EXERCISE PROMPT:
Pull out from the material below all lines with "Crestlawn".
(THE DATA)
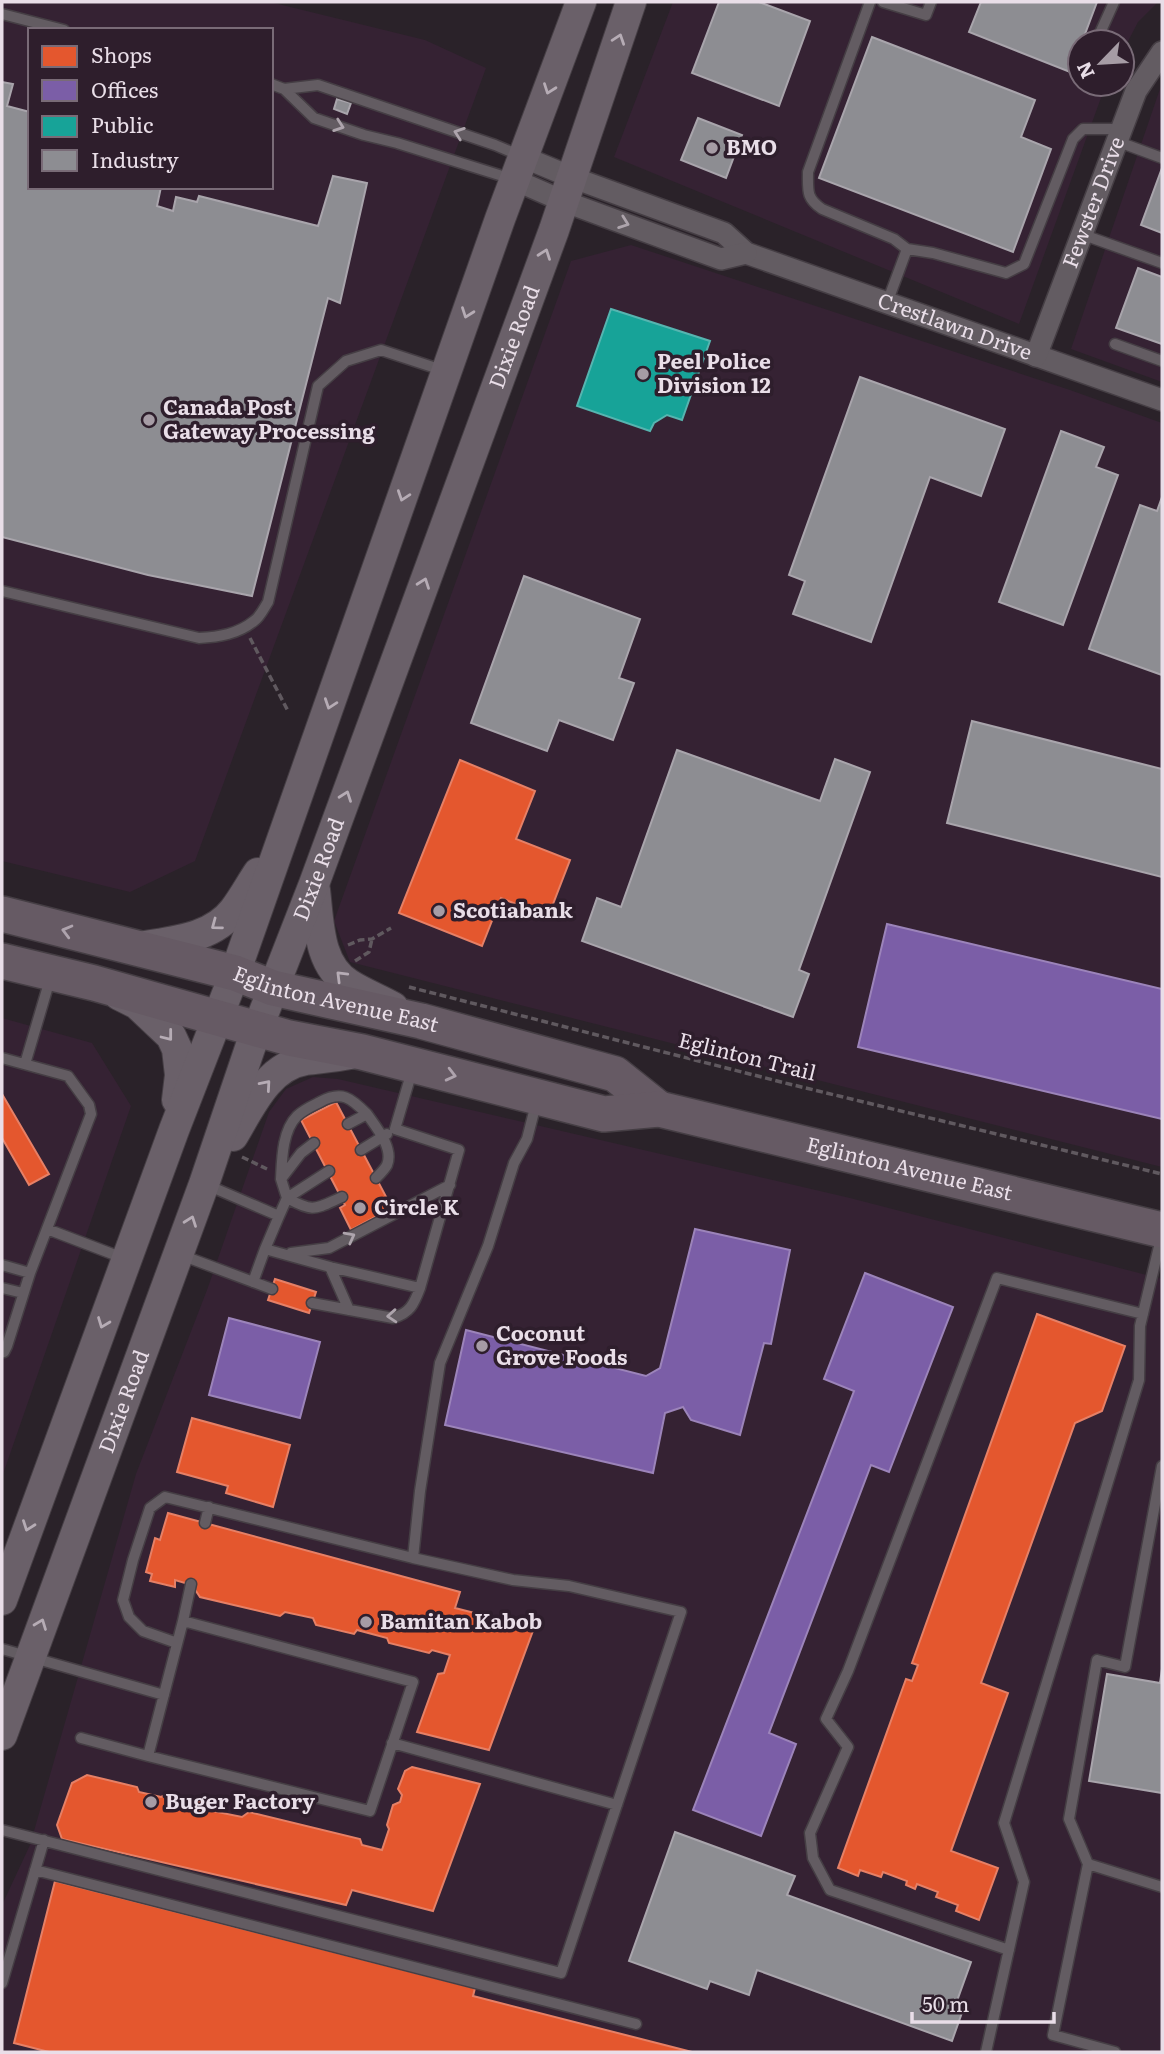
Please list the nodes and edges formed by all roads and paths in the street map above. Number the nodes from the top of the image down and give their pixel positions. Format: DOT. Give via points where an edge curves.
graph roads {
  1 [pos="581,2"];
  2 [pos="631,2"];
  3 [pos="870,2"];
  4 [pos="884,2"];
  5 [pos="931,2"];
  6 [pos="1114,2"];
  7 [pos="2,14"];
  8 [pos="56,28"];
  9 [pos="1102,28"];
  10 [pos="1162,52"];
  11 [pos="273,85"];
  12 [pos="284,89"];
  13 [pos="1118,135"];
  14 [pos="1162,158"];
  15 [pos="519,168"];
  16 [pos="567,189"];
  17 [pos="1081,234"];
  18 [pos="907,249"];
  19 [pos="1162,263"];
  20 [pos="887,303"];
  21 [pos="1115,344"];
  22 [pos="1035,356"];
  23 [pos="1162,361"];
  24 [pos="446,372"];
  25 [pos="1162,400"];
  26 [pos="2,591"];
  27 [pos="244,627"];
  28 [pos="288,710"];
  29 [pos="286,831"];
  30 [pos="314,884"];
  31 [pos="2,914"];
  32 [pos="391,928"];
  33 [pos="372,939"];
  34 [pos="348,945"];
  35 [pos="132,948"];
  36 [pos="2,961"];
  37 [pos="348,967"];
  38 [pos="235,973"];
  39 [pos="52,974"];
  40 [pos="94,983"];
  41 [pos="401,985"];
  42 [pos="273,988"];
  43 [pos="218,1019"];
  44 [pos="421,1021"];
  45 [pos="258,1030"];
  46 [pos="362,1052"];
  47 [pos="2,1058"];
  48 [pos="25,1064"];
  49 [pos="414,1066"];
  50 [pos="538,1097"];
  51 [pos="659,1109"];
  52 [pos="367,1114"];
  53 [pos="348,1124"];
  54 [pos="395,1129"];
  55 [pos="174,1130"];
  56 [pos="382,1137"];
  57 [pos="313,1143"];
  58 [pos="361,1150"];
  59 [pos="242,1157"];
  60 [pos="329,1171"];
  61 [pos="1162,1174"];
  62 [pos="281,1177"];
  63 [pos="376,1178"];
  64 [pos="204,1184"];
  65 [pos="450,1185"];
  66 [pos="342,1197"];
  67 [pos="287,1198"];
  68 [pos="279,1216"];
  69 [pos="47,1229"];
  70 [pos="1162,1232"];
  71 [pos="265,1249"];
  72 [pos="179,1254"];
  73 [pos="285,1254"];
  74 [pos="127,1259"];
  75 [pos="2,1265"];
  76 [pos="330,1267"];
  77 [pos="30,1273"];
  78 [pos="253,1282"];
  79 [pos="2,1288"];
  80 [pos="272,1289"];
  81 [pos="420,1289"];
  82 [pos="23,1293"];
  83 [pos="312,1303"];
  84 [pos="349,1310"];
  85 [pos="1143,1314"];
  86 [pos="2,1351"];
  87 [pos="88,1361"];
  88 [pos="134,1377"];
  89 [pos="1162,1466"];
  90 [pos="209,1507"];
  91 [pos="205,1523"];
  92 [pos="413,1558"];
  93 [pos="191,1584"];
  94 [pos="2,1600"];
  95 [pos="183,1621"];
  96 [pos="177,1643"];
  97 [pos="15,1653"];
  98 [pos="164,1695"];
  99 [pos="2,1735"];
  100 [pos="81,1738"];
  101 [pos="392,1743"];
  102 [pos="148,1756"];
  103 [pos="617,1805"];
  104 [pos="2,1830"];
  105 [pos="44,1840"];
  106 [pos="1088,1864"];
  107 [pos="35,1870"];
  108 [pos="1162,1887"];
  109 [pos="1009,1950"];
  110 [pos="2,1983"];
  111 [pos="636,2024"];
  112 [pos="986,2052"];
  113 [pos="1115,2052"];
  1 -- 15 [label="main road, Dixie Road, one-way"];
  16 -- 2 [label="main road, Dixie Road, one-way"];
  3 -- 18 [label="lane" via="808,172 808,191 812,202 822,209 894,239"];
  4 -- 5 [label="lane" via="926,16"];
  6 -- 9 [label="lane"];
  7 -- 8 [label="lane"];
  10 -- 13 [label="street, Fewster Drive" via="1136,91"];
  11 -- 12 [label="lane"];
  12 -- 15 [label="lane, one-way" via="314,118 364,135"];
  15 -- 12 [label="lane, one-way" via="495,145 318,85"];
  13 -- 14 [label="lane"];
  13 -- 17 [label="street, Fewster Drive"];
  13 -- 18 [label="lane" via="1083,129 1073,139 1024,264 1006,273"];
  15 -- 16 [label="street, Crestlawn Drive"];
  15 -- 24 [label="main road, Dixie Road, one-way"];
  16 -- 20 [label="street, Crestlawn Drive" via="721,259 746,253"];
  30 -- 16 [label="main road, Dixie Road, one-way"];
  17 -- 19 [label="lane"];
  17 -- 22 [label="street, Fewster Drive"];
  18 -- 20 [label="lane"];
  20 -- 22 [label="street, Crestlawn Drive"];
  21 -- 23 [label="lane"];
  22 -- 25 [label="street, Crestlawn Drive"];
  24 -- 27 [label="lane" via="381,351 346,361 318,386 268,602 256,620"];
  24 -- 29 [label="main road, Dixie Road, one-way"];
  26 -- 27 [label="lane" via="199,638 222,637"];
  27 -- 28 [label="path"];
  29 -- 35 [label="main road, one-way" via="232,912 206,932"];
  29 -- 38 [label="main road, Dixie Road"];
  30 -- 42 [label="main road, Dixie Road"];
  44 -- 30 [label="main road, one-way" via="347,983 335,971 321,940"];
  35 -- 31 [label="main road, Eglinton Avenue East, one-way"];
  32 -- 33 [label="path"];
  33 -- 34 [label="path"];
  33 -- 37 [label="path" via="369,952"];
  35 -- 38 [label="main road, Eglinton Avenue East"];
  36 -- 39 [label="main road, Eglinton Avenue East"];
  38 -- 42 [label="main road, Eglinton Avenue East"];
  38 -- 43 [label="main road, Dixie Road"];
  39 -- 40 [label="main road, Eglinton Avenue East"];
  39 -- 48 [label="lane"];
  40 -- 43 [label="main road, Eglinton Avenue East"];
  40 -- 55 [label="main road, one-way" via="137,1004 171,1037 180,1075"];
  41 -- 61 [label="path, Eglinton Trail"];
  42 -- 44 [label="main road, Eglinton Avenue East"];
  42 -- 45 [label="main road, Dixie Road"];
  43 -- 45 [label="main road, Eglinton Avenue East"];
  43 -- 55 [label="main road, Dixie Road"];
  44 -- 51 [label="main road, Eglinton Avenue East" via="615,1074"];
  45 -- 46 [label="main road, Eglinton Avenue East"];
  45 -- 64 [label="main road, Dixie Road"];
  46 -- 49 [label="main road, Eglinton Avenue East"];
  64 -- 46 [label="main road, one-way" via="267,1082 305,1060"];
  47 -- 48 [label="lane"];
  48 -- 69 [label="lane" via="68,1076 91,1114"];
  49 -- 50 [label="main road, Eglinton Avenue East, one-way"];
  49 -- 54 [label="lane"];
  50 -- 51 [label="main road, Eglinton Avenue East" via="604,1114"];
  50 -- 92 [label="lane" via="488,1246 440,1363"];
  51 -- 70 [label="main road, Eglinton Avenue East"];
  52 -- 53 [label="lane"];
  52 -- 56 [label="lane"];
  52 -- 62 [label="lane" via="341,1096 301,1112 287,1135"];
  54 -- 56 [label="lane"];
  54 -- 65 [label="lane" via="459,1150"];
  55 -- 74 [label="main road, Dixie Road"];
  56 -- 58 [label="lane"];
  56 -- 63 [label="lane" via="389,1155 387,1166"];
  57 -- 62 [label="lane"];
  59 -- 62 [label="path"];
  60 -- 67 [label="lane"];
  62 -- 67 [label="lane"];
  64 -- 68 [label="lane"];
  72 -- 64 [label="main road, Dixie Road, one-way"];
  73 -- 65 [label="lane, one-way" via="330,1248"];
  65 -- 81 [label="lane"];
  66 -- 67 [label="lane" via="316,1209"];
  67 -- 68 [label="lane"];
  68 -- 71 [label="lane"];
  69 -- 74 [label="lane"];
  69 -- 77 [label="lane"];
  70 -- 85 [label="lane"];
  71 -- 73 [label="lane"];
  71 -- 78 [label="lane"];
  72 -- 78 [label="lane"];
  72 -- 88 [label="main road, Dixie Road"];
  73 -- 76 [label="lane"];
  74 -- 87 [label="main road, Dixie Road, one-way"];
  75 -- 77 [label="lane"];
  76 -- 81 [label="lane"];
  76 -- 84 [label="lane"];
  77 -- 82 [label="lane"];
  78 -- 80 [label="lane"];
  79 -- 82 [label="lane"];
  81 -- 84 [label="lane, one-way" via="410,1310 393,1318"];
  82 -- 86 [label="lane"];
  83 -- 84 [label="lane"];
  85 -- 109 [label="lane" via="1139,1380 1004,1823 1024,1882"];
  85 -- 109 [label="lane" via="997,1278 826,1719 848,1746 810,1833 813,1858 830,1890"];
  87 -- 88 [label="main road"];
  87 -- 94 [label="main road, Dixie Road, one-way"];
  97 -- 88 [label="main road, Dixie Road, one-way"];
  89 -- 106 [label="lane" via="1125,1667 1097,1661 1069,1819"];
  90 -- 91 [label="lane"];
  90 -- 92 [label="lane"];
  90 -- 96 [label="lane" via="165,1497 150,1508 123,1600 129,1617 143,1631"];
  92 -- 103 [label="lane" via="681,1612"];
  93 -- 95 [label="lane"];
  95 -- 96 [label="lane"];
  95 -- 101 [label="lane" via="413,1682"];
  96 -- 98 [label="lane"];
  97 -- 98 [label="lane"];
  97 -- 99 [label="main road, Dixie Road"];
  98 -- 102 [label="lane"];
  100 -- 102 [label="lane"];
  101 -- 102 [label="lane" via="370,1811"];
  101 -- 103 [label="lane"];
  103 -- 105 [label="lane" via="561,1973"];
  104 -- 105 [label="lane"];
  105 -- 107 [label="lane"];
  106 -- 108 [label="lane"];
  106 -- 113 [label="lane" via="1053,2035"];
  107 -- 110 [label="lane"];
  107 -- 111 [label="lane"];
  109 -- 112 [label="lane"];
}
(End THE DATA)
OUTPUT FOR THIS EXERCISE:
  15 -- 16 [label="street, Crestlawn Drive"];
  16 -- 20 [label="street, Crestlawn Drive" via="721,259 746,253"];
  20 -- 22 [label="street, Crestlawn Drive"];
  22 -- 25 [label="street, Crestlawn Drive"];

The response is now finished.